**TASK OBJECTIVE**
Each entry needs to be reproduced exactly as it is.

▬▬▬

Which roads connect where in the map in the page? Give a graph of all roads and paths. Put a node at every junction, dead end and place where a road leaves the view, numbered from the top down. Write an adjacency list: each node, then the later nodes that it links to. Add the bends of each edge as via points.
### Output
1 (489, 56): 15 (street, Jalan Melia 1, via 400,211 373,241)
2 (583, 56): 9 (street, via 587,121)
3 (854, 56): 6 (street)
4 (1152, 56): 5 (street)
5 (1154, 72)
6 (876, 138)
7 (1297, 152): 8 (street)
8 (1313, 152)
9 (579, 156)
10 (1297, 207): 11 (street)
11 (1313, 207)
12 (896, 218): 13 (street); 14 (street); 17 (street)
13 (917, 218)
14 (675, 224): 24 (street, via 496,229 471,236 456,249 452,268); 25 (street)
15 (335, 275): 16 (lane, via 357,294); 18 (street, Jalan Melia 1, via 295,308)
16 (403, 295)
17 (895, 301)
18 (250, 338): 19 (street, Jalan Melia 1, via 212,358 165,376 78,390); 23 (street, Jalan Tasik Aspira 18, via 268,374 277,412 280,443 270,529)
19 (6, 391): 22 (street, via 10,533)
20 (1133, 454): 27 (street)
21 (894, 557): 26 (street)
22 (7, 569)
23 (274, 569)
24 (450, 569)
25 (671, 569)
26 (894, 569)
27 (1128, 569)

▬▬▬

**RESULT**
Which roads connect where in the map in the page? Give a graph of all roads and paths. Put a node at every junction, dead end and place where a road leaves the view, numbered from the top down. Write an adjacency list: each node, then the later nodes that it links to. Add the bends of each edge as via points.
### Output
1 (489, 56): 15 (street, Jalan Melia 1, via 400,211 373,241)
2 (583, 56): 9 (street, via 587,121)
3 (854, 56): 6 (street)
4 (1152, 56): 5 (street)
5 (1154, 72)
6 (876, 138)
7 (1297, 152): 8 (street)
8 (1313, 152)
9 (579, 156)
10 (1297, 207): 11 (street)
11 (1313, 207)
12 (896, 218): 13 (street); 14 (street); 17 (street)
13 (917, 218)
14 (675, 224): 24 (street, via 496,229 471,236 456,249 452,268); 25 (street)
15 (335, 275): 16 (lane, via 357,294); 18 (street, Jalan Melia 1, via 295,308)
16 (403, 295)
17 (895, 301)
18 (250, 338): 19 (street, Jalan Melia 1, via 212,358 165,376 78,390); 23 (street, Jalan Tasik Aspira 18, via 268,374 277,412 280,443 270,529)
19 (6, 391): 22 (street, via 10,533)
20 (1133, 454): 27 (street)
21 (894, 557): 26 (street)
22 (7, 569)
23 (274, 569)
24 (450, 569)
25 (671, 569)
26 (894, 569)
27 (1128, 569)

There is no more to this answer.